I shrugged, feeling somewhat dizzy and nauseous. "He's a bit of a big player to be hanging out in the Direwood, and possessing kids has never been his schtick. And I'm pretty sure he's still pissed about that oculous thing."
Hakthla is of a class of Elder demons known as Beholders; demons with a third eye that allows then to see into the souls of others, and use what they see to then lure the victims in. They then feed on the soul, and gain sustenance and power through it it.
Well, usually. Hakthla, though, is probably pretty hungry by now, since I took his oculous about three years ago. And there are few things crankier than a half-starved demon.
Dr. Mathers showed up not much later. An old friend of the family, he's been patching me up when I get myself in trouble beyond Harry's skills to fix the damage. He clucked sympathetically over me when he'd taken stock of the situation. "Well, I'm going to have to stitch the muscle. You're very lucky it's only partially severed. Even with your rejuvenation abilities, a severed hamstring would be messy." He rummaged through his kit, and pulled out a small bottle and a syringe.
I should probably explain to you my theory on phobias at this point.
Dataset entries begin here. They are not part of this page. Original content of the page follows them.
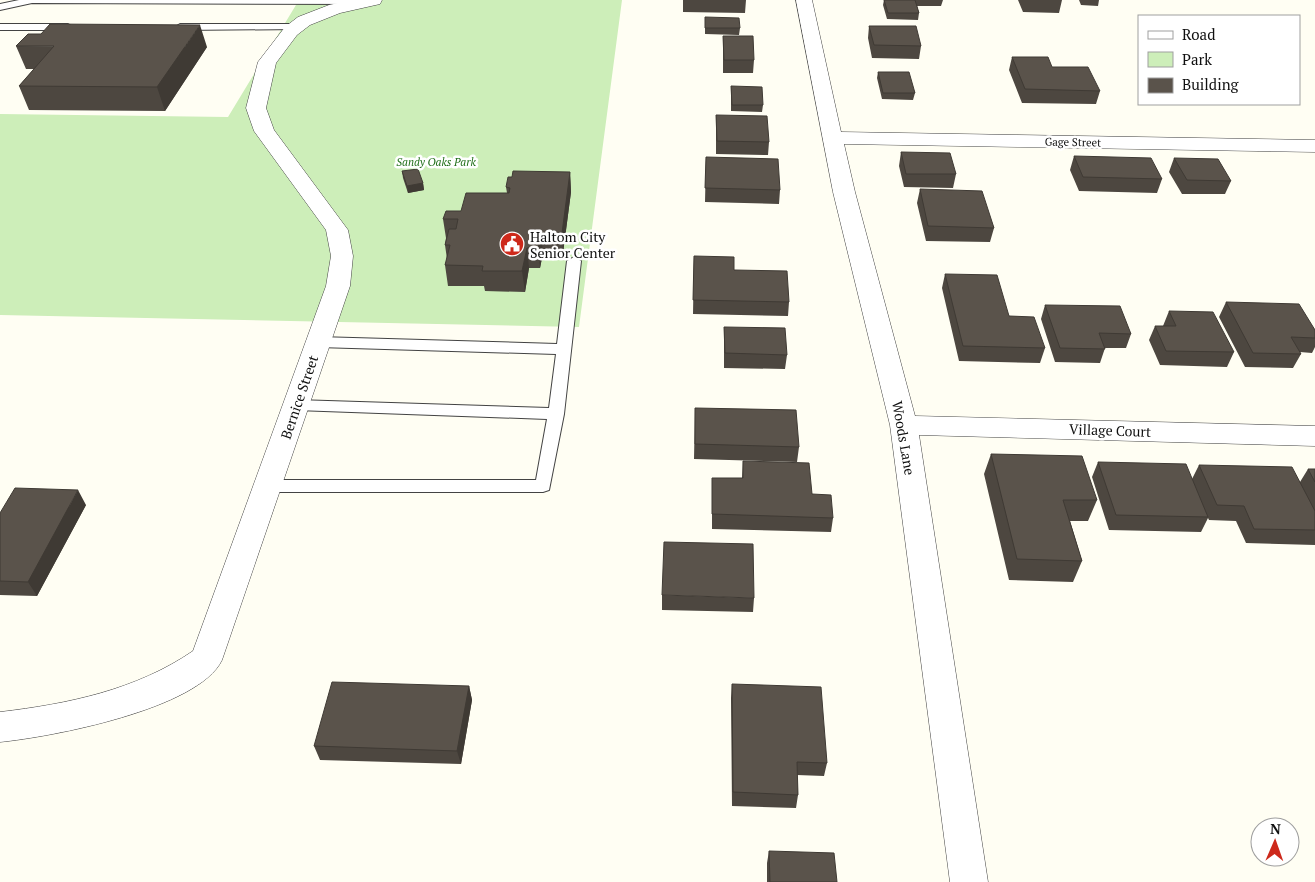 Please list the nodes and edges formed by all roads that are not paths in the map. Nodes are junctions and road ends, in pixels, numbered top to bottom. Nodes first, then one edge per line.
1 (804, 0) edge
2 (372, 1) edge
3 (0, 7) edge
4 (0, 26) edge
5 (79, 27) edge
6 (168, 27) edge
7 (297, 27) junction
8 (832, 138) junction
9 (1315, 146) edge
10 (574, 261) dead end
11 (318, 342) junction
12 (564, 349) junction
13 (296, 405) junction
14 (556, 414) junction
15 (904, 424) junction
16 (1315, 436) edge
17 (268, 486) junction
18 (0, 727) edge
19 (970, 882) edge

1 - 8 street, Woods Lane
2 - 3 lane
2 - 7 street, Bernice Street
4 - 5 lane
6 - 7 lane
7 - 11 street, Bernice Street
8 - 9 street, Gage Street
8 - 15 street, Woods Lane
10 - 12 lane
11 - 12 lane
11 - 13 street, Bernice Street
12 - 14 lane
13 - 14 lane
13 - 17 street, Bernice Street
14 - 17 lane
15 - 16 street, Village Court
15 - 19 street, Woods Lane
17 - 18 street, Bernice Street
There are people who deal in danger all the time. Nothing phases them. So, as a balance, there is usually some small, completely irrational thing that given them the wiggins in an extreme way. I fight demons and undead creatures every day. I am usually considered fearless to a dangerous degree by those who know me. But I hate needles.
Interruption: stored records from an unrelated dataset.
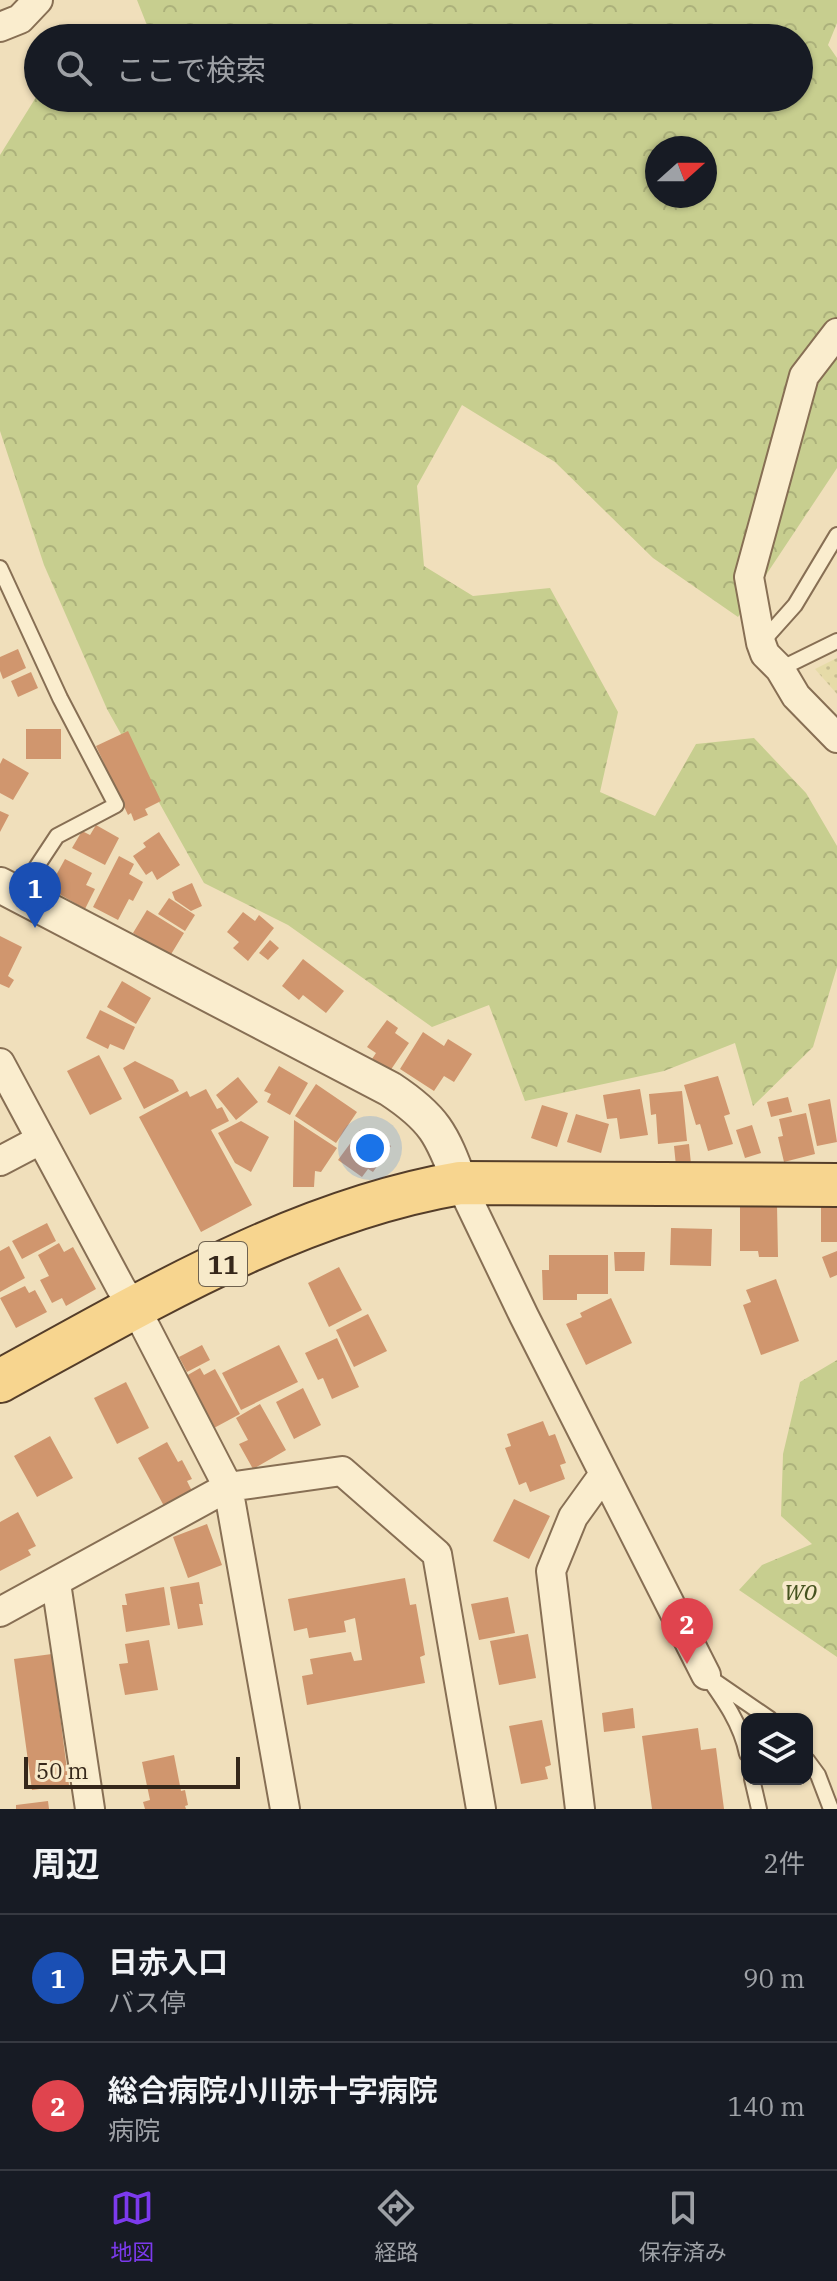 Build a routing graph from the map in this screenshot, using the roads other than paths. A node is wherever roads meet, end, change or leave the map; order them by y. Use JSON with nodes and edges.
{"nodes":[{"id":1,"x":38,"y":0,"type":"edge"},
{"id":2,"x":0,"y":27,"type":"edge"},
{"id":3,"x":837,"y":333,"type":"edge"},
{"id":4,"x":837,"y":535,"type":"edge"},
{"id":5,"x":0,"y":568,"type":"edge"},
{"id":6,"x":837,"y":641,"type":"edge"},
{"id":7,"x":761,"y":643,"type":"junction"},
{"id":8,"x":780,"y":669,"type":"junction"},
{"id":9,"x":837,"y":738,"type":"edge"},
{"id":10,"x":9,"y":890,"type":"edge"},
{"id":11,"x":0,"y":1063,"type":"edge"},
{"id":12,"x":40,"y":1140,"type":"junction"},
{"id":13,"x":0,"y":1161,"type":"edge"},
{"id":14,"x":460,"y":1183,"type":"junction"},
{"id":15,"x":837,"y":1185,"type":"edge"},
{"id":16,"x":135,"y":1307,"type":"junction"},
{"id":17,"x":0,"y":1381,"type":"edge"},
{"id":18,"x":604,"y":1474,"type":"junction"},
{"id":19,"x":228,"y":1487,"type":"junction"},
{"id":20,"x":56,"y":1583,"type":"junction"},
{"id":21,"x":0,"y":1612,"type":"edge"},
{"id":22,"x":706,"y":1675,"type":"junction"},
{"id":23,"x":761,"y":1713,"type":"edge"},
{"id":24,"x":741,"y":1733,"type":"edge"},
{"id":25,"x":813,"y":1768,"type":"edge"},
{"id":26,"x":753,"y":1785,"type":"edge"},
{"id":27,"x":90,"y":1809,"type":"edge"},
{"id":28,"x":285,"y":1809,"type":"edge"},
{"id":29,"x":481,"y":1809,"type":"edge"},
{"id":30,"x":580,"y":1809,"type":"edge"},
{"id":31,"x":759,"y":1809,"type":"edge"},
{"id":32,"x":831,"y":1809,"type":"edge"}],
"edges":[{"from":1,"to":2,"type":"street"},
{"from":3,"to":7,"type":"street"},
{"from":4,"to":7,"type":"lane"},
{"from":5,"to":10,"type":"lane"},
{"from":6,"to":8,"type":"lane"},
{"from":7,"to":8,"type":"street"},
{"from":8,"to":9,"type":"street"},
{"from":10,"to":14,"type":"street"},
{"from":11,"to":12,"type":"street"},
{"from":12,"to":13,"type":"street"},
{"from":12,"to":16,"type":"street"},
{"from":14,"to":15,"type":"main road","number":"11"},
{"from":14,"to":16,"type":"main road","number":"11"},
{"from":14,"to":18,"type":"street"},
{"from":16,"to":17,"type":"main road","number":"11"},
{"from":16,"to":19,"type":"street"},
{"from":18,"to":22,"type":"street"},
{"from":18,"to":30,"type":"street"},
{"from":19,"to":20,"type":"street"},
{"from":19,"to":28,"type":"street"},
{"from":19,"to":29,"type":"street"},
{"from":20,"to":21,"type":"street"},
{"from":20,"to":27,"type":"street"},
{"from":22,"to":23,"type":"lane"},
{"from":22,"to":24,"type":"lane"},
{"from":25,"to":32,"type":"lane"},
{"from":26,"to":31,"type":"lane"}]}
So when Mathers pulled out that four inch hypodermic, I think I left fingerprint indentations in the arm of the chair. He smiled this hollow, almost goulish smile at my reaction, well used to it by now.
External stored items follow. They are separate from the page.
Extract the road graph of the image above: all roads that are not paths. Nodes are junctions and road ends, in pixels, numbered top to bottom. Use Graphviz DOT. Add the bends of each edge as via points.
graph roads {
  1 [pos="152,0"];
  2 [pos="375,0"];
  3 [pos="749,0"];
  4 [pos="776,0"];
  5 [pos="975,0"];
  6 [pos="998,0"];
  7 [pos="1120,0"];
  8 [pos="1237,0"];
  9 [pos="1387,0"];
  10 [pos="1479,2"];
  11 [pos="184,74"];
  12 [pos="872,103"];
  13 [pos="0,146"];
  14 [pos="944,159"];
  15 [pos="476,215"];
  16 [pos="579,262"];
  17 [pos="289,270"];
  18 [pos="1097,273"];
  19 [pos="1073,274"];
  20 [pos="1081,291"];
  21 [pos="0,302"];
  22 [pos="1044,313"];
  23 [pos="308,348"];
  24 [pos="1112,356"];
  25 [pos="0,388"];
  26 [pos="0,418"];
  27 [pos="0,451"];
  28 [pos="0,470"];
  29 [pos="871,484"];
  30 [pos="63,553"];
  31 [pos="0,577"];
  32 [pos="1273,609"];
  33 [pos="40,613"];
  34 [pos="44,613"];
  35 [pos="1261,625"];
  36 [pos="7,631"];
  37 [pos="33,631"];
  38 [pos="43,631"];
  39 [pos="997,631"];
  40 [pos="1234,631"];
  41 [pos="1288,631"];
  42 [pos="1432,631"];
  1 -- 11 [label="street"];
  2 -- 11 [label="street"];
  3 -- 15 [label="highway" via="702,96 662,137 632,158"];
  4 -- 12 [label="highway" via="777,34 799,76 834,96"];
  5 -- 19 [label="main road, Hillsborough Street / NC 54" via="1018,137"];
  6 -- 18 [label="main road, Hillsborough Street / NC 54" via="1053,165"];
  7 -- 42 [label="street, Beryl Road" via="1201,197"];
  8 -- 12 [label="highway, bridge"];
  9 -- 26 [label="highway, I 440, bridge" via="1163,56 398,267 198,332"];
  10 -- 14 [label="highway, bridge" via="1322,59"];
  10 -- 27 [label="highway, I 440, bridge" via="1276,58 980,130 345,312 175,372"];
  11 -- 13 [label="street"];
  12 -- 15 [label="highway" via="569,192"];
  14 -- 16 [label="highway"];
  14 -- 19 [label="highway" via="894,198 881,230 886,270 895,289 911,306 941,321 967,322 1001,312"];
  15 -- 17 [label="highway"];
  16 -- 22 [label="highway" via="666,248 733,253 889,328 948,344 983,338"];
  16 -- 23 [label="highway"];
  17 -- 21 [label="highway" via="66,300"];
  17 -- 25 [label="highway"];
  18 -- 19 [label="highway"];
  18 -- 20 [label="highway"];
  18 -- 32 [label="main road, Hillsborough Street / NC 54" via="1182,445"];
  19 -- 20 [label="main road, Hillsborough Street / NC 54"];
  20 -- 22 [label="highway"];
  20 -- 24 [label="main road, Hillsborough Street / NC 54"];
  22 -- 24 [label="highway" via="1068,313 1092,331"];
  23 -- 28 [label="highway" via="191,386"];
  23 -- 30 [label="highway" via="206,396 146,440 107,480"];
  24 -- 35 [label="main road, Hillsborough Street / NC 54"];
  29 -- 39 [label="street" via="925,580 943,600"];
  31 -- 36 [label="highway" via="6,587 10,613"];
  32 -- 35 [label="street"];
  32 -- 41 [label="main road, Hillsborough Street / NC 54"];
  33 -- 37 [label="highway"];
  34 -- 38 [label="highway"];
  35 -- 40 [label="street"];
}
"I'll just stay awake," I muttered through clenched teeth as he drew the anesthetic into the syringe.
"Cecily," he countered in his doctor tone, "while minor, this surgery is going to be extremely painful."
"Pain, shmain," I tried to stop shaking as he pulled the needle from the bottle and tapped the air bubbles from the syringe.
"I can't have you squirming about during this procedure..."
"I'll hold very, very still, I promise." I could hear the edge of panic rising in my voice.
"Unconscious people usually do," he replied, taking a step closer, that tiny needle looking to me like the blade of a claymore.
Fortunately, I escaped any memory of the needle actually maing contact with me, because I passed out before he'd gotten with in a foot of my arm.